[Entries taken from a collection]

====

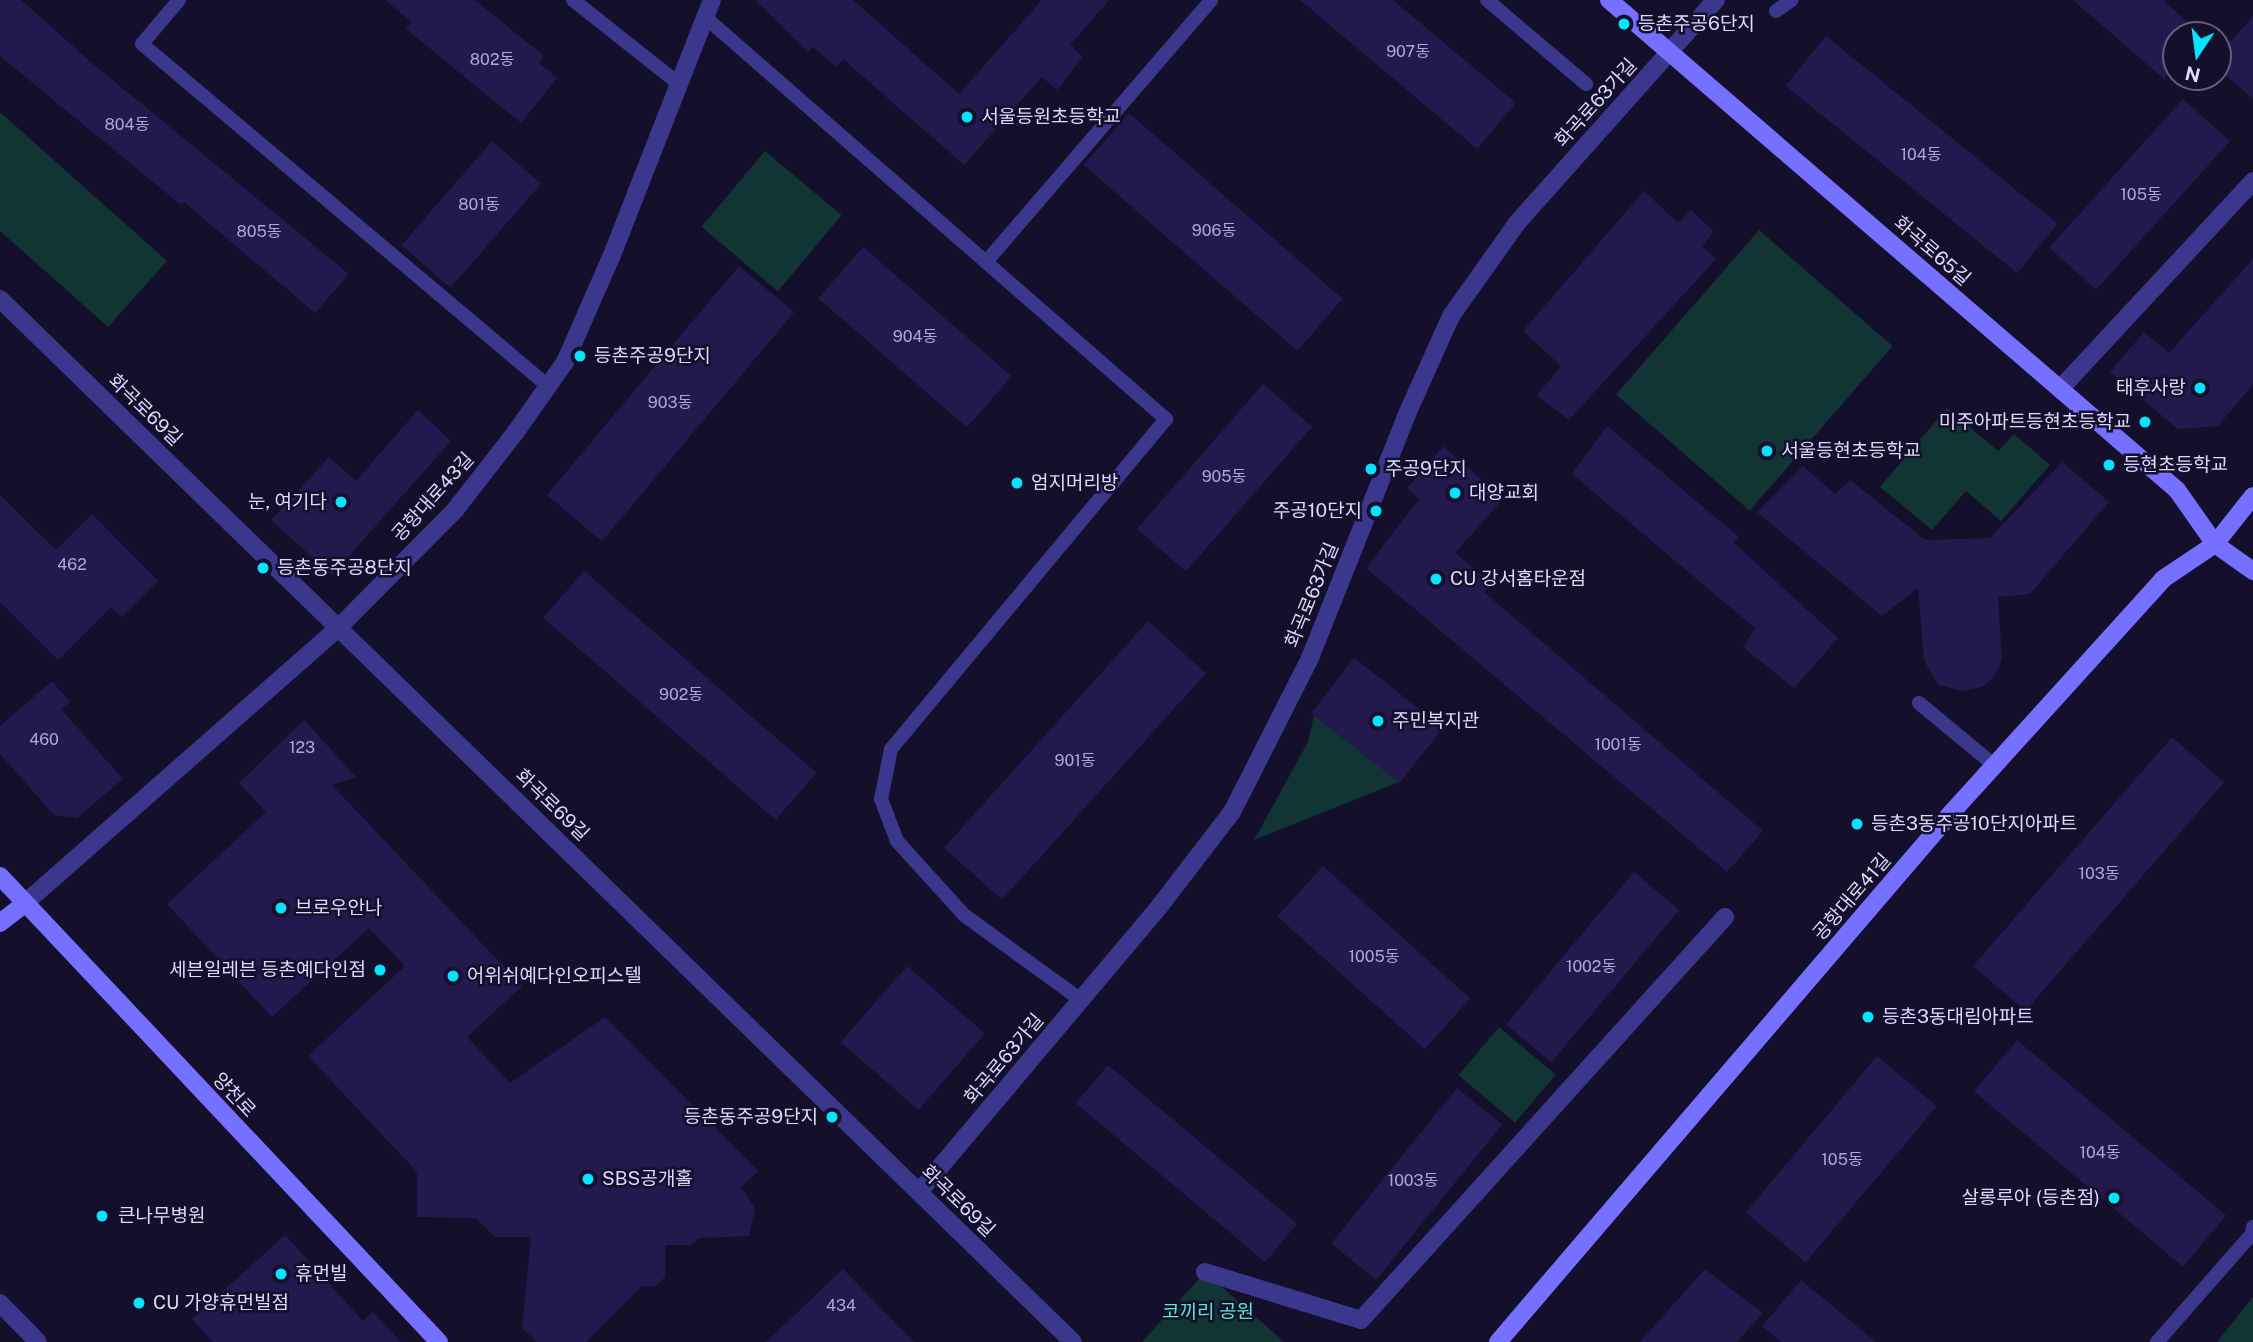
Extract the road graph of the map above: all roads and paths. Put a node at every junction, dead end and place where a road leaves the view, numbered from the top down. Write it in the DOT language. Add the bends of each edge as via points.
graph roads {
  1 [pos="179,0"];
  2 [pos="573,0"];
  3 [pos="1211,0"];
  4 [pos="1487,0"];
  5 [pos="1609,0"];
  6 [pos="1716,0"];
  7 [pos="1792,0"];
  8 [pos="708,8"];
  9 [pos="1776,11"];
  10 [pos="1670,53"];
  11 [pos="679,83"];
  12 [pos="1587,84"];
  13 [pos="2253,181"];
  14 [pos="986,262"];
  15 [pos="0,299"];
  16 [pos="548,386"];
  17 [pos="2060,389"];
  18 [pos="2253,496"];
  19 [pos="2215,544"];
  20 [pos="2253,571"];
  21 [pos="339,627"];
  22 [pos="1919,704"];
  23 [pos="1994,765"];
  24 [pos="0,876"];
  25 [pos="24,904"];
  26 [pos="1725,918"];
  27 [pos="0,923"];
  28 [pos="1081,1000"];
  29 [pos="919,1192"];
  30 [pos="2253,1227"];
  31 [pos="1205,1272"];
  32 [pos="0,1303"];
  33 [pos="38,1342"];
  34 [pos="439,1342"];
  35 [pos="1073,1342"];
  36 [pos="1498,1342"];
  37 [pos="2157,1342"];
  1 -- 16 [label="lane" via="142,44"];
  2 -- 11 [label="lane"];
  3 -- 14 [label="lane"];
  4 -- 12 [label="lane"];
  5 -- 10 [label="street, 화곡로65길"];
  6 -- 10 [label="street, 화곡로63가길"];
  7 -- 9 [label="lane"];
  8 -- 11 [label="street, 공항대로43길"];
  8 -- 14 [label="lane"];
  10 -- 17 [label="street, 화곡로65길"];
  10 -- 28 [label="street, 화곡로63가길" via="1517,223 1451,316 1310,658 1232,813"];
  11 -- 16 [label="street, 공항대로43길" via="612,255 565,362"];
  13 -- 17 [label="street"];
  14 -- 28 [label="lane" via="1166,419 891,749 881,799 897,841 964,915"];
  15 -- 21 [label="street, 화곡로69길"];
  16 -- 21 [label="street, 공항대로43길" via="454,510"];
  17 -- 19 [label="street, 화곡로65길" via="2177,491"];
  18 -- 19 [label="street, 공항대로41길"];
  19 -- 20 [label="street, 화곡로65길"];
  19 -- 23 [label="street, 공항대로41길" via="2163,579"];
  21 -- 25 [label="street, 공항대로43길"];
  21 -- 29 [label="street, 화곡로69길"];
  22 -- 23 [label="lane"];
  23 -- 36 [label="street, 공항대로41길"];
  24 -- 25 [label="street, 양천로"];
  25 -- 27 [label="street"];
  25 -- 34 [label="street, 양천로"];
  26 -- 31 [label="street" via="1361,1320"];
  28 -- 29 [label="street, 화곡로63가길"];
  29 -- 35 [label="street, 화곡로69길"];
  30 -- 37 [label="lane" via="2252,1234"];
  32 -- 33 [label="street"];
}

====

*Work instructions*
Copy out all the lines of the records that include "graph".

*Response to the task*
Extract the road graph of the map above: all roads and paths. Put a node at every junction, dead end and place where a road leaves the view, numbered from the top down. Write it in the DOT language. Add the bends of each edge as via points.
graph roads {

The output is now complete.